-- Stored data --
──────

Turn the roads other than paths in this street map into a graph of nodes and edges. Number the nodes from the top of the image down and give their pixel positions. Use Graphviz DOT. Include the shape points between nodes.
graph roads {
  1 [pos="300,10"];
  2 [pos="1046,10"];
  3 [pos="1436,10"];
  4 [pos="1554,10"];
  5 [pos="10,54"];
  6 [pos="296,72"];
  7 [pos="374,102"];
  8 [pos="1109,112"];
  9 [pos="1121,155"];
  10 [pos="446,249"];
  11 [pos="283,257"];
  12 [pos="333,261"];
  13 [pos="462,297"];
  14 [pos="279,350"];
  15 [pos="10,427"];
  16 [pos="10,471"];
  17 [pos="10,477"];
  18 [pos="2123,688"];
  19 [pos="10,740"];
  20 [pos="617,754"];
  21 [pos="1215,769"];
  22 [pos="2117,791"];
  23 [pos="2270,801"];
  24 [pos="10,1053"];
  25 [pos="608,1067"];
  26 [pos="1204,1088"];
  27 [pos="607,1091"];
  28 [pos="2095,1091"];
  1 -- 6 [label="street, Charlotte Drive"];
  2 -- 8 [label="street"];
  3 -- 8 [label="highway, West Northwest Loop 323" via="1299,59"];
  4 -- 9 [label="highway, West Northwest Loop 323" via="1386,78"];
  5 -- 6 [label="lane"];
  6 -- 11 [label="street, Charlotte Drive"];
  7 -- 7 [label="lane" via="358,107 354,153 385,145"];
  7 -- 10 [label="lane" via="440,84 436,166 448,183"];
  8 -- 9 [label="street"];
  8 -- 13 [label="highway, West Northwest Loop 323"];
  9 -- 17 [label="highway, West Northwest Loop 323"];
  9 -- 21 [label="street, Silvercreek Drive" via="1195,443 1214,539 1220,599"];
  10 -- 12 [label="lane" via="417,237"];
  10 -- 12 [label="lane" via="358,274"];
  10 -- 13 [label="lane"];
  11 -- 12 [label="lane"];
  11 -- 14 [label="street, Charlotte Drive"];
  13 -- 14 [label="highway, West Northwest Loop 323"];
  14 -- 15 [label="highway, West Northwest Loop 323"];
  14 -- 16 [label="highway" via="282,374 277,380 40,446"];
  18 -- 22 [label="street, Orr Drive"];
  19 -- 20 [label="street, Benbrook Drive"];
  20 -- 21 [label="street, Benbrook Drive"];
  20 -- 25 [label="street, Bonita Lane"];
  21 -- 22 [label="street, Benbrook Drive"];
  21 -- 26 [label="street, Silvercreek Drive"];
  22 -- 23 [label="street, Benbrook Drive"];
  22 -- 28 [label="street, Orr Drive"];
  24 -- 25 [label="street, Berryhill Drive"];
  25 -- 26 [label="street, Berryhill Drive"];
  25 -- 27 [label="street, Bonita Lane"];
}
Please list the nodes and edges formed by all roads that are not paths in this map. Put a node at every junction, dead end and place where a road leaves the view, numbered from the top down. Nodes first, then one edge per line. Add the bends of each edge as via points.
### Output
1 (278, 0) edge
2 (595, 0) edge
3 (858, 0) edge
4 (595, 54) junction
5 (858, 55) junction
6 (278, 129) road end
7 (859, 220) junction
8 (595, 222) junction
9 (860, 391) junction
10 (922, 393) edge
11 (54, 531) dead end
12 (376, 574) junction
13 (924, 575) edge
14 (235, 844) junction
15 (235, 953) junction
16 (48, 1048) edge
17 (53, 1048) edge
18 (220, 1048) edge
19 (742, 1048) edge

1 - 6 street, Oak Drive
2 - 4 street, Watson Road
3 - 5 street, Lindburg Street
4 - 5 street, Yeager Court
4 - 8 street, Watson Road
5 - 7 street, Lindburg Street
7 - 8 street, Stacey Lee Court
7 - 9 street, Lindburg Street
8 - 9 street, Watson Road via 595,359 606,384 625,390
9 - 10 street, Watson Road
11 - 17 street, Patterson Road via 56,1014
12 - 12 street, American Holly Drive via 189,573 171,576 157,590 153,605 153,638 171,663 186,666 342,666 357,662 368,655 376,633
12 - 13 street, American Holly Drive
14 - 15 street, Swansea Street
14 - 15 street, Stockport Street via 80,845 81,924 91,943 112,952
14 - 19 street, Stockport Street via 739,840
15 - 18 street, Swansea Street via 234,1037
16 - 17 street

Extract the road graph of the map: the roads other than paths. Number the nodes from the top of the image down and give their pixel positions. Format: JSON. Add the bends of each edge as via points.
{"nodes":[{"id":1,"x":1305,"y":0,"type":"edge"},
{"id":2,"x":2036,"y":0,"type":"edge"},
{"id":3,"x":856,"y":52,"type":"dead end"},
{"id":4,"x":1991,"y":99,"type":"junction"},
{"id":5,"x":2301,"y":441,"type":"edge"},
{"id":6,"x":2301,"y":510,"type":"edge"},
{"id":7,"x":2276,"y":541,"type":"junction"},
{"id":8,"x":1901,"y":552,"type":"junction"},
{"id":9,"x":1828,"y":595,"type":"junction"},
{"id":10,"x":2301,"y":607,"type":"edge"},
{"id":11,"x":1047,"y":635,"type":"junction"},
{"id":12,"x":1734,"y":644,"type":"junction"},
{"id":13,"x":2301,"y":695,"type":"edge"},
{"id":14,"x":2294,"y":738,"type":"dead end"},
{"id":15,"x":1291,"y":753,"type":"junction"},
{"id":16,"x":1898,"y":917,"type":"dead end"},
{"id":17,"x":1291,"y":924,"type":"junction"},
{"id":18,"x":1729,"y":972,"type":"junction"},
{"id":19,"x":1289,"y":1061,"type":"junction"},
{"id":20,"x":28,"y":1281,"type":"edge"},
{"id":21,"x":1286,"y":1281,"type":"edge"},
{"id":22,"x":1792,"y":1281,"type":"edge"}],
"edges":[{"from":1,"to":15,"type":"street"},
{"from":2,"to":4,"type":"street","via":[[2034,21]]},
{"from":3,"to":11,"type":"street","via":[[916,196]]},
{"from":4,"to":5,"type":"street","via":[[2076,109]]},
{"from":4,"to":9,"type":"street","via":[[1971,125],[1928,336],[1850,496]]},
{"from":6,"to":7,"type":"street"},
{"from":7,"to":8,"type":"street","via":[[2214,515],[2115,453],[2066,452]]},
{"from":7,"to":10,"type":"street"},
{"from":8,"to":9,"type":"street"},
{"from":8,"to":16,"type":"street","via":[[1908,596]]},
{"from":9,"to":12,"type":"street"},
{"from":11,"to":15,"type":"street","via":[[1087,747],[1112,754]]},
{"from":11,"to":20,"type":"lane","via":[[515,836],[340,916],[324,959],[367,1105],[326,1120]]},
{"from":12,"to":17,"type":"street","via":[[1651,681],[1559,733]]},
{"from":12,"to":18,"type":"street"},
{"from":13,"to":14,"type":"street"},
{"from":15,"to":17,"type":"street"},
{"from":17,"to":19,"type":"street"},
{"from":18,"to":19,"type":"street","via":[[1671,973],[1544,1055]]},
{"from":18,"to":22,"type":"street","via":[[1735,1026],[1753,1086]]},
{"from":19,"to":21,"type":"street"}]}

──────

-- Task prompt --
In this exercise, reproduce each line above exactly.

-- Solved problem --
Turn the roads other than paths in this street map into a graph of nodes and edges. Number the nodes from the top of the image down and give their pixel positions. Use Graphviz DOT. Include the shape points between nodes.
graph roads {
  1 [pos="300,10"];
  2 [pos="1046,10"];
  3 [pos="1436,10"];
  4 [pos="1554,10"];
  5 [pos="10,54"];
  6 [pos="296,72"];
  7 [pos="374,102"];
  8 [pos="1109,112"];
  9 [pos="1121,155"];
  10 [pos="446,249"];
  11 [pos="283,257"];
  12 [pos="333,261"];
  13 [pos="462,297"];
  14 [pos="279,350"];
  15 [pos="10,427"];
  16 [pos="10,471"];
  17 [pos="10,477"];
  18 [pos="2123,688"];
  19 [pos="10,740"];
  20 [pos="617,754"];
  21 [pos="1215,769"];
  22 [pos="2117,791"];
  23 [pos="2270,801"];
  24 [pos="10,1053"];
  25 [pos="608,1067"];
  26 [pos="1204,1088"];
  27 [pos="607,1091"];
  28 [pos="2095,1091"];
  1 -- 6 [label="street, Charlotte Drive"];
  2 -- 8 [label="street"];
  3 -- 8 [label="highway, West Northwest Loop 323" via="1299,59"];
  4 -- 9 [label="highway, West Northwest Loop 323" via="1386,78"];
  5 -- 6 [label="lane"];
  6 -- 11 [label="street, Charlotte Drive"];
  7 -- 7 [label="lane" via="358,107 354,153 385,145"];
  7 -- 10 [label="lane" via="440,84 436,166 448,183"];
  8 -- 9 [label="street"];
  8 -- 13 [label="highway, West Northwest Loop 323"];
  9 -- 17 [label="highway, West Northwest Loop 323"];
  9 -- 21 [label="street, Silvercreek Drive" via="1195,443 1214,539 1220,599"];
  10 -- 12 [label="lane" via="417,237"];
  10 -- 12 [label="lane" via="358,274"];
  10 -- 13 [label="lane"];
  11 -- 12 [label="lane"];
  11 -- 14 [label="street, Charlotte Drive"];
  13 -- 14 [label="highway, West Northwest Loop 323"];
  14 -- 15 [label="highway, West Northwest Loop 323"];
  14 -- 16 [label="highway" via="282,374 277,380 40,446"];
  18 -- 22 [label="street, Orr Drive"];
  19 -- 20 [label="street, Benbrook Drive"];
  20 -- 21 [label="street, Benbrook Drive"];
  20 -- 25 [label="street, Bonita Lane"];
  21 -- 22 [label="street, Benbrook Drive"];
  21 -- 26 [label="street, Silvercreek Drive"];
  22 -- 23 [label="street, Benbrook Drive"];
  22 -- 28 [label="street, Orr Drive"];
  24 -- 25 [label="street, Berryhill Drive"];
  25 -- 26 [label="street, Berryhill Drive"];
  25 -- 27 [label="street, Bonita Lane"];
}
Please list the nodes and edges formed by all roads that are not paths in this map. Put a node at every junction, dead end and place where a road leaves the view, numbered from the top down. Nodes first, then one edge per line. Add the bends of each edge as via points.
### Output
1 (278, 0) edge
2 (595, 0) edge
3 (858, 0) edge
4 (595, 54) junction
5 (858, 55) junction
6 (278, 129) road end
7 (859, 220) junction
8 (595, 222) junction
9 (860, 391) junction
10 (922, 393) edge
11 (54, 531) dead end
12 (376, 574) junction
13 (924, 575) edge
14 (235, 844) junction
15 (235, 953) junction
16 (48, 1048) edge
17 (53, 1048) edge
18 (220, 1048) edge
19 (742, 1048) edge

1 - 6 street, Oak Drive
2 - 4 street, Watson Road
3 - 5 street, Lindburg Street
4 - 5 street, Yeager Court
4 - 8 street, Watson Road
5 - 7 street, Lindburg Street
7 - 8 street, Stacey Lee Court
7 - 9 street, Lindburg Street
8 - 9 street, Watson Road via 595,359 606,384 625,390
9 - 10 street, Watson Road
11 - 17 street, Patterson Road via 56,1014
12 - 12 street, American Holly Drive via 189,573 171,576 157,590 153,605 153,638 171,663 186,666 342,666 357,662 368,655 376,633
12 - 13 street, American Holly Drive
14 - 15 street, Swansea Street
14 - 15 street, Stockport Street via 80,845 81,924 91,943 112,952
14 - 19 street, Stockport Street via 739,840
15 - 18 street, Swansea Street via 234,1037
16 - 17 street

Extract the road graph of the map: the roads other than paths. Number the nodes from the top of the image down and give their pixel positions. Format: JSON. Add the bends of each edge as via points.
{"nodes":[{"id":1,"x":1305,"y":0,"type":"edge"},
{"id":2,"x":2036,"y":0,"type":"edge"},
{"id":3,"x":856,"y":52,"type":"dead end"},
{"id":4,"x":1991,"y":99,"type":"junction"},
{"id":5,"x":2301,"y":441,"type":"edge"},
{"id":6,"x":2301,"y":510,"type":"edge"},
{"id":7,"x":2276,"y":541,"type":"junction"},
{"id":8,"x":1901,"y":552,"type":"junction"},
{"id":9,"x":1828,"y":595,"type":"junction"},
{"id":10,"x":2301,"y":607,"type":"edge"},
{"id":11,"x":1047,"y":635,"type":"junction"},
{"id":12,"x":1734,"y":644,"type":"junction"},
{"id":13,"x":2301,"y":695,"type":"edge"},
{"id":14,"x":2294,"y":738,"type":"dead end"},
{"id":15,"x":1291,"y":753,"type":"junction"},
{"id":16,"x":1898,"y":917,"type":"dead end"},
{"id":17,"x":1291,"y":924,"type":"junction"},
{"id":18,"x":1729,"y":972,"type":"junction"},
{"id":19,"x":1289,"y":1061,"type":"junction"},
{"id":20,"x":28,"y":1281,"type":"edge"},
{"id":21,"x":1286,"y":1281,"type":"edge"},
{"id":22,"x":1792,"y":1281,"type":"edge"}],
"edges":[{"from":1,"to":15,"type":"street"},
{"from":2,"to":4,"type":"street","via":[[2034,21]]},
{"from":3,"to":11,"type":"street","via":[[916,196]]},
{"from":4,"to":5,"type":"street","via":[[2076,109]]},
{"from":4,"to":9,"type":"street","via":[[1971,125],[1928,336],[1850,496]]},
{"from":6,"to":7,"type":"street"},
{"from":7,"to":8,"type":"street","via":[[2214,515],[2115,453],[2066,452]]},
{"from":7,"to":10,"type":"street"},
{"from":8,"to":9,"type":"street"},
{"from":8,"to":16,"type":"street","via":[[1908,596]]},
{"from":9,"to":12,"type":"street"},
{"from":11,"to":15,"type":"street","via":[[1087,747],[1112,754]]},
{"from":11,"to":20,"type":"lane","via":[[515,836],[340,916],[324,959],[367,1105],[326,1120]]},
{"from":12,"to":17,"type":"street","via":[[1651,681],[1559,733]]},
{"from":12,"to":18,"type":"street"},
{"from":13,"to":14,"type":"street"},
{"from":15,"to":17,"type":"street"},
{"from":17,"to":19,"type":"street"},
{"from":18,"to":19,"type":"street","via":[[1671,973],[1544,1055]]},
{"from":18,"to":22,"type":"street","via":[[1735,1026],[1753,1086]]},
{"from":19,"to":21,"type":"street"}]}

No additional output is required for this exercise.